La mediocridad de unos demócratas
México arranca esta segunda mitad del sexenio de Felipe Calderón francamente muy estropeado
En México se instala el 1 de septiembre una nueva legislatura del Congreso de la Unión y el Presidente Felipe Calderón presenta por escrito su tercer informe de gobierno. Propiamente dicho, se inicia la segunda mitad de un Gobierno marcado por la urgencia de reformas.
México arranca esta segunda mitad del sexenio de Calderón francamente muy estropeado: Con un crecimiento negativo, según el Banco de México, de 10,3% del PIB en el segundo trimestre del año; con una tasa de desempleo abierto, según el Instituto Nacional de Estadística Geografía e Informática (INEGI), de 6,12% en el mes de julio, que agrega 431.000 personas más al paro, consolidando la tasa de desempleo abierto más alta de los últimos trece años; con nuevas cifras de pobres que alcanzan un incremento de cinco millones de mexicanos más a la pobreza extrema, que es la pobreza alimentaria, la cifra pasó de 13,8% a 18,2%, y la cifra total de pobres en México, ascendió de 42,6% a 47,4% de la población total.
A esos problemas se suma por supuesto la caída en la recaudación y en los ingresos fiscales, una reducción en las remesas que mandan los mexicanos que trabajan en Estados Unidos, la caída en la producción y en los precios internacionales del petróleo, una de las peores sequías de los últimos años, una guerra muy violenta contra el narcotráfico y, por si fuera poco, el riesgo de un rebrote de la epidemia de influenza en el próximo invierno.
Este apretado resumen de calamidades exige tomar decisiones.

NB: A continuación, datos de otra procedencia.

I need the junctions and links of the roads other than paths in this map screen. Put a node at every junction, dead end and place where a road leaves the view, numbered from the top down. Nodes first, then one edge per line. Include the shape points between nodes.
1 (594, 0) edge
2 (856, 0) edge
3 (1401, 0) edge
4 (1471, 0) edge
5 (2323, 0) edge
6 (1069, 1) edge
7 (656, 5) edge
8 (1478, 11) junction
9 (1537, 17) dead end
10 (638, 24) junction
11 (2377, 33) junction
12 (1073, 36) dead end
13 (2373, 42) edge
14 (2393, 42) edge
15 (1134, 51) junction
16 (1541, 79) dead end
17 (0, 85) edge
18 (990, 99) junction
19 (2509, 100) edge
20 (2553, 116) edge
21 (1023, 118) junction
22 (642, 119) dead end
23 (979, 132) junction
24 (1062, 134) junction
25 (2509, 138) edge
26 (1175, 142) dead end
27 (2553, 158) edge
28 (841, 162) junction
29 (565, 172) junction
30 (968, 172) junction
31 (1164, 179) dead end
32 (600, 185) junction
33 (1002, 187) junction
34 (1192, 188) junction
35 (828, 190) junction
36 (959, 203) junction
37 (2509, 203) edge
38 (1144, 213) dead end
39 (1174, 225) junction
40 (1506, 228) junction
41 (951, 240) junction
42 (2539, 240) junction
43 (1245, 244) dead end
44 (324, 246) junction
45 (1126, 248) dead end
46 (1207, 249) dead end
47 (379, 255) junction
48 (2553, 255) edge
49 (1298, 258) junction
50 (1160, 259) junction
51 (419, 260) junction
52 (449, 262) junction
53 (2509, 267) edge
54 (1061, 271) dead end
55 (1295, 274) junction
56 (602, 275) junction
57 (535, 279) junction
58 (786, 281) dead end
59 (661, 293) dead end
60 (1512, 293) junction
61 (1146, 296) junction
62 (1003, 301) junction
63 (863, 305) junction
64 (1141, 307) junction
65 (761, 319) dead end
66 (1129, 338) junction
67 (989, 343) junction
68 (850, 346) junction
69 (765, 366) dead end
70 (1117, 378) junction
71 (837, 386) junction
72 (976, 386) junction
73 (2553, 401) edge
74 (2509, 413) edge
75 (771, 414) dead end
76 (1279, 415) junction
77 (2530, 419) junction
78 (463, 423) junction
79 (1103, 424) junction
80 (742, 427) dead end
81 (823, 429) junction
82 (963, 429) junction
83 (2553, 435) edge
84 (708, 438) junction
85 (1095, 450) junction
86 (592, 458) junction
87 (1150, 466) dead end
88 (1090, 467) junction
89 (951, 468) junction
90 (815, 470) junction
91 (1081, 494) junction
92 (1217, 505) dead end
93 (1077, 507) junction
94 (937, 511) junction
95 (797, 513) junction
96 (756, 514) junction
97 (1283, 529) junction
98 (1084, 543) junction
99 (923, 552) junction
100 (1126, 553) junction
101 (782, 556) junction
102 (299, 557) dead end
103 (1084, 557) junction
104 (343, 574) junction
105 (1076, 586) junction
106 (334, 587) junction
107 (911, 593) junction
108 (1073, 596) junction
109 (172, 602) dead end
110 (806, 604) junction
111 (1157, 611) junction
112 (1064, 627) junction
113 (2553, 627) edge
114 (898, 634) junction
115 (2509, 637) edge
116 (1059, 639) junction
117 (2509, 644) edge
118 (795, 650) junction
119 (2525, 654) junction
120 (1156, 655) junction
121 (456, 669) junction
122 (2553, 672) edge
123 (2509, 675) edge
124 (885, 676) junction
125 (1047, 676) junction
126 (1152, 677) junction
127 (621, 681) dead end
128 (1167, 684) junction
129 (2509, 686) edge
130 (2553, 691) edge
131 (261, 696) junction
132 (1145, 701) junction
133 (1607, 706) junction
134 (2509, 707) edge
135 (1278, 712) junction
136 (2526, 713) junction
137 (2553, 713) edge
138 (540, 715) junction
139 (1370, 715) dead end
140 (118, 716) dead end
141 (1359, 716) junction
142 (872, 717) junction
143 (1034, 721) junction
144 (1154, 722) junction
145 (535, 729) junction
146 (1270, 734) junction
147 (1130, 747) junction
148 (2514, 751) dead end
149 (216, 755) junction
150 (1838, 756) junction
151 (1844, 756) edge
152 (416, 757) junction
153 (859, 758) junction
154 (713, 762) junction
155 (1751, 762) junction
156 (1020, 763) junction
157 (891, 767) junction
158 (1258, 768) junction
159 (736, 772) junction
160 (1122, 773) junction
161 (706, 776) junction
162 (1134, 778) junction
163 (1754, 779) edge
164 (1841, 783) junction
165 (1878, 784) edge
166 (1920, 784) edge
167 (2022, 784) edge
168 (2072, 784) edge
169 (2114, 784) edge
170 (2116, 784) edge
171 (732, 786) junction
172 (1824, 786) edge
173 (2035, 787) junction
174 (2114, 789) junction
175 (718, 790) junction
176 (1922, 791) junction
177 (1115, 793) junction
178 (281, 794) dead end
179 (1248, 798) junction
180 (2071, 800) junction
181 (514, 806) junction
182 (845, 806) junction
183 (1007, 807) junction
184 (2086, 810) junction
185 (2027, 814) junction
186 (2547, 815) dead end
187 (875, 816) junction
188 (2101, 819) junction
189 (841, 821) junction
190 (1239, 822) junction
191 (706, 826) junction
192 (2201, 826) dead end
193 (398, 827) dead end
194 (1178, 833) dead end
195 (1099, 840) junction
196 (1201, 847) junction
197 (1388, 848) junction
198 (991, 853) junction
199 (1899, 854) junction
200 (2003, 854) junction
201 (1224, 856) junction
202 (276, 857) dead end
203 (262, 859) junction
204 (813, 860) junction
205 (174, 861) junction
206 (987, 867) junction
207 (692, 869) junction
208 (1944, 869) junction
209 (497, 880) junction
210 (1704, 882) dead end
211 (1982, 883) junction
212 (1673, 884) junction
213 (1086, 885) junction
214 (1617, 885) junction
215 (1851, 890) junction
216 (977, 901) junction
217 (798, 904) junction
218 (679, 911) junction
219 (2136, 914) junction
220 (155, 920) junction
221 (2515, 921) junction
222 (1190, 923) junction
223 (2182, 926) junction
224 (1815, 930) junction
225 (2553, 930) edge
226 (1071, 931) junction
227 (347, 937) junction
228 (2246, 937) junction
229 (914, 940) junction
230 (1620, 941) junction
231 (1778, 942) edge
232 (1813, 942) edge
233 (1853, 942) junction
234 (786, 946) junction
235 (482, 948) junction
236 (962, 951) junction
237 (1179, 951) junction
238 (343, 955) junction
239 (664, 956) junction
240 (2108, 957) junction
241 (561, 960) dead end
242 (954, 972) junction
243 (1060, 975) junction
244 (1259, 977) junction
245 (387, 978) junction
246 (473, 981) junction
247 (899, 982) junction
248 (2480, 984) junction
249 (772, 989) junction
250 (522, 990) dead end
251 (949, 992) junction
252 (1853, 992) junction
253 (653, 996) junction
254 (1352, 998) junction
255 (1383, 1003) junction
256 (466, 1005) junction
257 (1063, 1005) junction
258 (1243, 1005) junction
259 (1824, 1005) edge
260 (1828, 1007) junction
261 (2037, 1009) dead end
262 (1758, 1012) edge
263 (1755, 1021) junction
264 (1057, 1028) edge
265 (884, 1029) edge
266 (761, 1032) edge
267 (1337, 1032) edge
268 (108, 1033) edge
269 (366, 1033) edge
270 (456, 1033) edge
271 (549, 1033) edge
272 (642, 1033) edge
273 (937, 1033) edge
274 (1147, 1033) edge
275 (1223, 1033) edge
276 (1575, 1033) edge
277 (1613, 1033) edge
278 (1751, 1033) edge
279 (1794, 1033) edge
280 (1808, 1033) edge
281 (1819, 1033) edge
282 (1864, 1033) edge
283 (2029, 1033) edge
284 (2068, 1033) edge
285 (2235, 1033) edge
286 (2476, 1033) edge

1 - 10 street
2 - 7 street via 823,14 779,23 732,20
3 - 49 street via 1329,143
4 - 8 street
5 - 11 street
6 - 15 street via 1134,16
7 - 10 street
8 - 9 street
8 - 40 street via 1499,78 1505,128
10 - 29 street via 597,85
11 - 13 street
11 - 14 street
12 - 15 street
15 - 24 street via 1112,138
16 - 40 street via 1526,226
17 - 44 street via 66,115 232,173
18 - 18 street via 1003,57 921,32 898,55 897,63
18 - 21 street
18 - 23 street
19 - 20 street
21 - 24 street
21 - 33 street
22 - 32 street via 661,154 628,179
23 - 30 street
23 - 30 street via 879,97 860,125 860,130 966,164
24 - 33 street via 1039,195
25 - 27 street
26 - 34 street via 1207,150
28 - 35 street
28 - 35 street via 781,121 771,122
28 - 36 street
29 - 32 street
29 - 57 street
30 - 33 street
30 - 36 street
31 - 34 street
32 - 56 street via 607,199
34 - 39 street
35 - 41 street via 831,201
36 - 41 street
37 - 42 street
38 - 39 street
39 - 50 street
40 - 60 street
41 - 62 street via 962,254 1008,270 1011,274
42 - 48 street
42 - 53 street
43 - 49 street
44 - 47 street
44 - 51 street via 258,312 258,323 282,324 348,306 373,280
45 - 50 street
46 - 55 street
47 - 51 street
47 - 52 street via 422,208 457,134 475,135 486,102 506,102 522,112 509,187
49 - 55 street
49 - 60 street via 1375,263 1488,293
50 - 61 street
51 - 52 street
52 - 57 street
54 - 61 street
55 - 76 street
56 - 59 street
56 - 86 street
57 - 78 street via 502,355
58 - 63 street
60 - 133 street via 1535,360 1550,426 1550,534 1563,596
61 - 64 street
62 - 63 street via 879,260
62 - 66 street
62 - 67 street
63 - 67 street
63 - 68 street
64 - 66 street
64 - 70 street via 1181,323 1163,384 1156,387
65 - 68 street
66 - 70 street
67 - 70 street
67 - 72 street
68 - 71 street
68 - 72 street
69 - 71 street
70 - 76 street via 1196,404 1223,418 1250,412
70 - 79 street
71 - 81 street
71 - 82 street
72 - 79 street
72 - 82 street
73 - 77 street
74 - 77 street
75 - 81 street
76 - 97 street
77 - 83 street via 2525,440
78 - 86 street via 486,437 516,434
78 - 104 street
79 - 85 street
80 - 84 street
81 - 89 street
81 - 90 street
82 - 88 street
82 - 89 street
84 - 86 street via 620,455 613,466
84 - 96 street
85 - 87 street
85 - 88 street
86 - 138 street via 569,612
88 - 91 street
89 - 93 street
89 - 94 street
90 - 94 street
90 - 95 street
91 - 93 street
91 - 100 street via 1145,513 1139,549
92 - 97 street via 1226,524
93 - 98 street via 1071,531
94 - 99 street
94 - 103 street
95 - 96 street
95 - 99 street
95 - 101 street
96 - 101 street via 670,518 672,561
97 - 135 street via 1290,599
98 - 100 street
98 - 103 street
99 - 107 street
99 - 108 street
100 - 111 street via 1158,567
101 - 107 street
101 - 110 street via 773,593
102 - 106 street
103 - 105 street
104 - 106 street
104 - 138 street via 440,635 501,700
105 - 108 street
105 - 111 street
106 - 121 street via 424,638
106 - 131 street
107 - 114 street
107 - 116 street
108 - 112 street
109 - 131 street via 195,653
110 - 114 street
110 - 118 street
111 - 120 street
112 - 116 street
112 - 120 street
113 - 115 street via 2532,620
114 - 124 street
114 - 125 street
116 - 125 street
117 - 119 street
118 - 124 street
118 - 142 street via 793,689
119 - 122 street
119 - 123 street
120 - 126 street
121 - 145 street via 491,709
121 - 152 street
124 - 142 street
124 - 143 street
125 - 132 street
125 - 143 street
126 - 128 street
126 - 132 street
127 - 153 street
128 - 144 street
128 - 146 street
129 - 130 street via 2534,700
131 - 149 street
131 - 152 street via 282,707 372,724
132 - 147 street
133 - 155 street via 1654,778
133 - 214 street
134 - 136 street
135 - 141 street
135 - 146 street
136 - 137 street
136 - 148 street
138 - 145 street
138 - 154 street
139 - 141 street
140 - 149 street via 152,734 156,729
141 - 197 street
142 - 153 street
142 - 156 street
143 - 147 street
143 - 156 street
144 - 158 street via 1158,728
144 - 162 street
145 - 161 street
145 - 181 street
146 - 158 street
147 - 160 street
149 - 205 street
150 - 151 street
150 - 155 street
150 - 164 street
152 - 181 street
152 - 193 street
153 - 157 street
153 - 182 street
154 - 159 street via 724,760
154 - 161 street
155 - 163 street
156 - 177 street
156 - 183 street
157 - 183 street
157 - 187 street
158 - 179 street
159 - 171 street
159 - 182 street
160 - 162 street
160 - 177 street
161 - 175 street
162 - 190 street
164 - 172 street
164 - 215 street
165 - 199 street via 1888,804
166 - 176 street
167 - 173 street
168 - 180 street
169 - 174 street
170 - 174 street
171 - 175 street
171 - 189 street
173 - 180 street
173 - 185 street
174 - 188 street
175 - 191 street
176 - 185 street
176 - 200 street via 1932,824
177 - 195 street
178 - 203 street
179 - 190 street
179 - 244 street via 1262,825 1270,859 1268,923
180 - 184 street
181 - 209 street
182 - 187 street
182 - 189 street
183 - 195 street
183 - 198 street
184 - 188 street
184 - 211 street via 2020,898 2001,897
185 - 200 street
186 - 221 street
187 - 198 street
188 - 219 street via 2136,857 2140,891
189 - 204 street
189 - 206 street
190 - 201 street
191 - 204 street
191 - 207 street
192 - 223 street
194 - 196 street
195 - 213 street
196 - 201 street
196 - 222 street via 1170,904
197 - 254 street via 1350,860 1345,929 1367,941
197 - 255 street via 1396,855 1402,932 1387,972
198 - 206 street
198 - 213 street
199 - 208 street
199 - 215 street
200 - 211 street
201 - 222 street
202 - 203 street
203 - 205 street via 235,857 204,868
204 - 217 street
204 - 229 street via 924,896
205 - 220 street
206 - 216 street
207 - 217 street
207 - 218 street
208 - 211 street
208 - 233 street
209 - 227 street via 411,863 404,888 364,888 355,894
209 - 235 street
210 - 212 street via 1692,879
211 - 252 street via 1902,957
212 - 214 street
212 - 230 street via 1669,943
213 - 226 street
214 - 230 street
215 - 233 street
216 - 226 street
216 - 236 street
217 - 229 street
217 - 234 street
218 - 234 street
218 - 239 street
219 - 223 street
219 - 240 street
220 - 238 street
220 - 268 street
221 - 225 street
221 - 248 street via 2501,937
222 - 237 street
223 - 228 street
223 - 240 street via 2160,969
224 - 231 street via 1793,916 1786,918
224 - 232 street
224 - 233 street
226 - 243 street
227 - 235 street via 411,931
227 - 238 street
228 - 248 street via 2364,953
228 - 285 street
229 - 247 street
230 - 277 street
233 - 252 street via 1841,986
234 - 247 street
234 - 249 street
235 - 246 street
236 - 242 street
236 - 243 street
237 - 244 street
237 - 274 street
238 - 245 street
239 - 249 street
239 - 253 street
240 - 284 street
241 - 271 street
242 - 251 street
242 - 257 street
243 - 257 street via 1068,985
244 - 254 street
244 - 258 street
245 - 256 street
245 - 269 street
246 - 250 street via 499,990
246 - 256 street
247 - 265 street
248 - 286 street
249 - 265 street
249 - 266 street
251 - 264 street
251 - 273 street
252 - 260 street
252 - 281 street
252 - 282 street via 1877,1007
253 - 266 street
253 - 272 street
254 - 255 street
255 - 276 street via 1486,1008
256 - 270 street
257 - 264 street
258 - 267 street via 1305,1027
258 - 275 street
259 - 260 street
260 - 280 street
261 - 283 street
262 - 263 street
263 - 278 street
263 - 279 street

Es el entorno económico y social más preocupante que se ha vivido en México en décadas, y constituye un recuento de malas noticias, que conforma quizá el escenario límite posible, para que la clase política, todavía en democracia, sea capaz de ponerse de acuerdo y tomar decisiones.
En México debemos preguntarnos: ¿Cuánto tiempo resiste una democracia la mediocridad de sus demócratas?
El nudo de la transición a la democracia en México está en la incapacidad de tomar las grandes decisiones. El Ejecutivo y el Legislativo funcionan con relativa normalidad en el día a día. Se cumple en general con la inercia y se toman las decisiones simples: se aprueban los presupuestos, se votan los impuestos inerciales y se votan decenas de leyes sobre temas sencillos, pero en cuanto llegan los temas difíciles o delicados nada ni nadie es capaz de destrabar los desacuerdos.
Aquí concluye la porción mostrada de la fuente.